В то время как князь Андрей ходил докладывать про багрового генерала, генерал этот, видимо, не разделявший понятий Бориса о выгодах неписанной субординации, так уперся глазами в дерзкого прапорщика, помешавшего ему договорить с адъютантом, что Борису стало неловко. Он отвернулся и с нетерпением ожидал, когда возвратится князь Андрей из кабинета главнокомандующего.

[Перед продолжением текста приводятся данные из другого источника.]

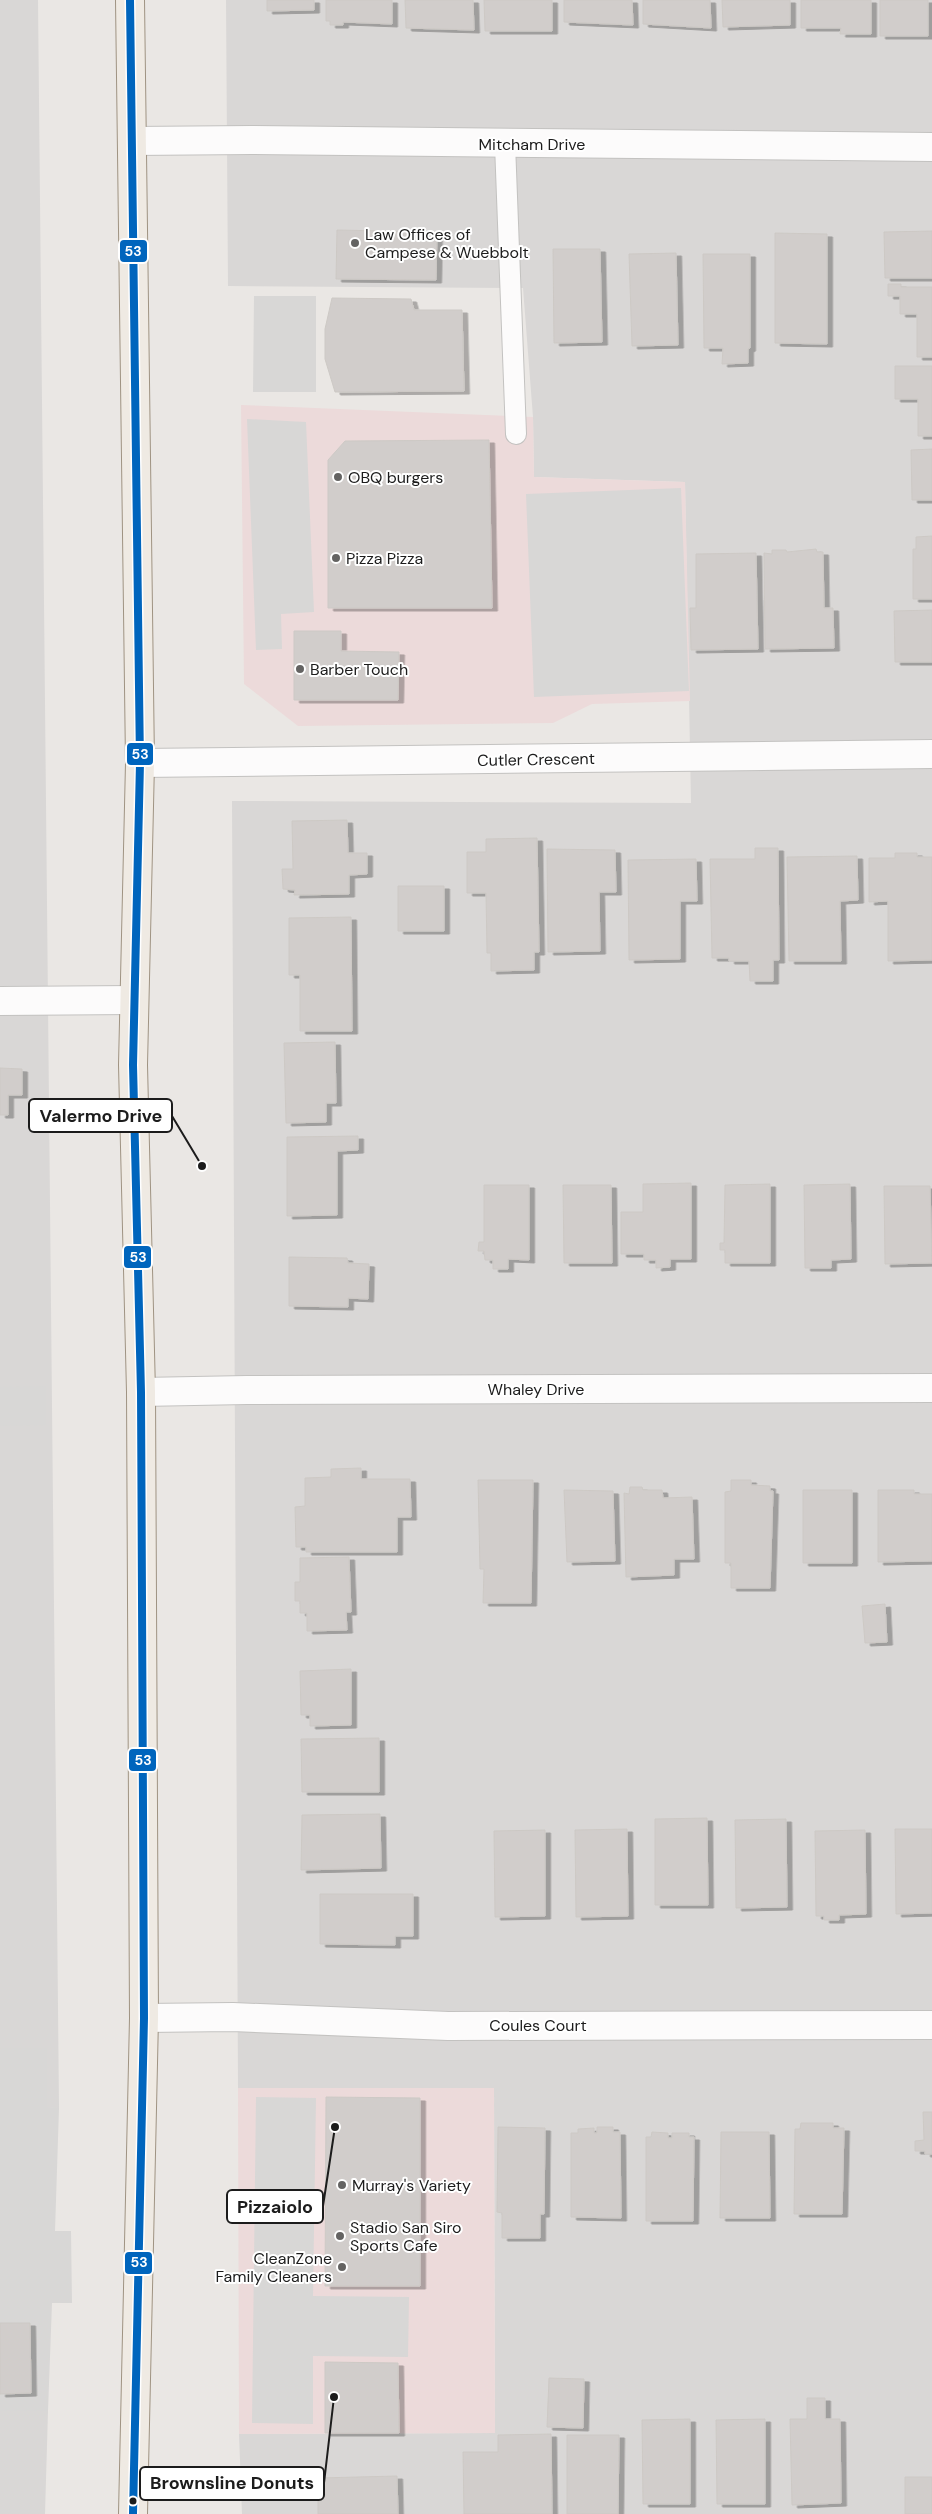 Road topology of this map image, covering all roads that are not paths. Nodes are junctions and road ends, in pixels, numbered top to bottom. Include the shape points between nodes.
1 (130, 0) edge
2 (132, 141) junction
3 (505, 144) junction
4 (932, 147) edge
5 (516, 434) dead end
6 (932, 754) edge
7 (140, 763) junction
8 (134, 1000) junction
9 (0, 1001) edge
10 (932, 1388) edge
11 (141, 1392) junction
12 (144, 2018) junction
13 (932, 2025) edge
14 (133, 2514) edge

1 - 2 main road
2 - 3 street, Mitcham Drive
2 - 7 main road
3 - 4 street, Mitcham Drive
3 - 5 lane
6 - 7 street, Cutler Crescent
7 - 8 main road
8 - 9 street
8 - 11 main road
10 - 11 street, Whaley Drive
11 - 12 main road
12 - 13 street, Coules Court via 233,2017 448,2026
12 - 14 main road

– Вот что, мой милый, я думал о вас, – сказал князь Андрей, когда они прошли в большую залу с клавикордами. – К главнокомандующему вам ходить нечего, – говорил князь Андрей, – он наговорит вам кучу любезностей, скажет, чтобы приходили к нему обедать («это было бы еще не так плохо для службы по той субординации», подумал Борис), но из этого дальше ничего не выйдет; нас, адъютантов и ординарцев, скоро будет батальон. Но вот что мы сделаем: у меня есть хороший приятель, генерал адъютант и прекрасный человек, князь Долгоруков; и хотя вы этого можете не знать, но дело в том, что теперь Кутузов с его штабом и мы все ровно ничего не значим: всё теперь сосредоточивается у государя; так вот мы пойдемте ка к Долгорукову, мне и надо сходить к нему, я уж ему говорил про вас; так мы и посмотрим; не найдет ли он возможным пристроить вас при себе, или где нибудь там, поближе .к солнцу.
Князь Андрей всегда особенно оживлялся, когда ему приходилось руководить молодого человека и помогать ему в светском успехе. Под предлогом этой помощи другому, которую он по гордости никогда не принял бы для себя, он находился вблизи той среды, которая давала успех и которая притягивала его к себе. Он весьма охотно взялся за Бориса и пошел с ним к князю Долгорукову.
Было уже поздно вечером, когда они взошли в Ольмюцкий дворец, занимаемый императорами и их приближенными.
В этот самый день был военный совет, на котором участвовали все члены гофкригсрата и оба императора. На совете, в противность мнения стариков – Кутузова и князя Шварцернберга, было решено немедленно наступать и дать генеральное сражение Бонапарту. Военный совет только что кончился, когда князь Андрей, сопутствуемый Борисом, пришел во дворец отыскивать князя Долгорукова. Еще все лица главной квартиры находились под обаянием сегодняшнего, победоносного для партии молодых, военного совета. Голоса медлителей, советовавших ожидать еще чего то не наступая, так единодушно были заглушены и доводы их опровергнуты несомненными доказательствами выгод наступления, что то, о чем толковалось в совете, будущее сражение и, без сомнения, победа, казались уже не будущим, а прошедшим. Все выгоды были на нашей стороне. Огромные силы, без сомнения, превосходившие силы Наполеона, были стянуты в одно место; войска были одушевлены присутствием императоров и рвались в дело; стратегический пункт, на котором приходилось действовать, был до малейших подробностей известен австрийскому генералу Вейротеру, руководившему войска (как бы счастливая случайность сделала то, что австрийские войска в прошлом году были на маневрах именно на тех полях, на которых теперь предстояло сразиться с французом); до малейших подробностей была известна и передана на картах предлежащая местность, и Бонапарте, видимо, ослабленный, ничего не предпринимал.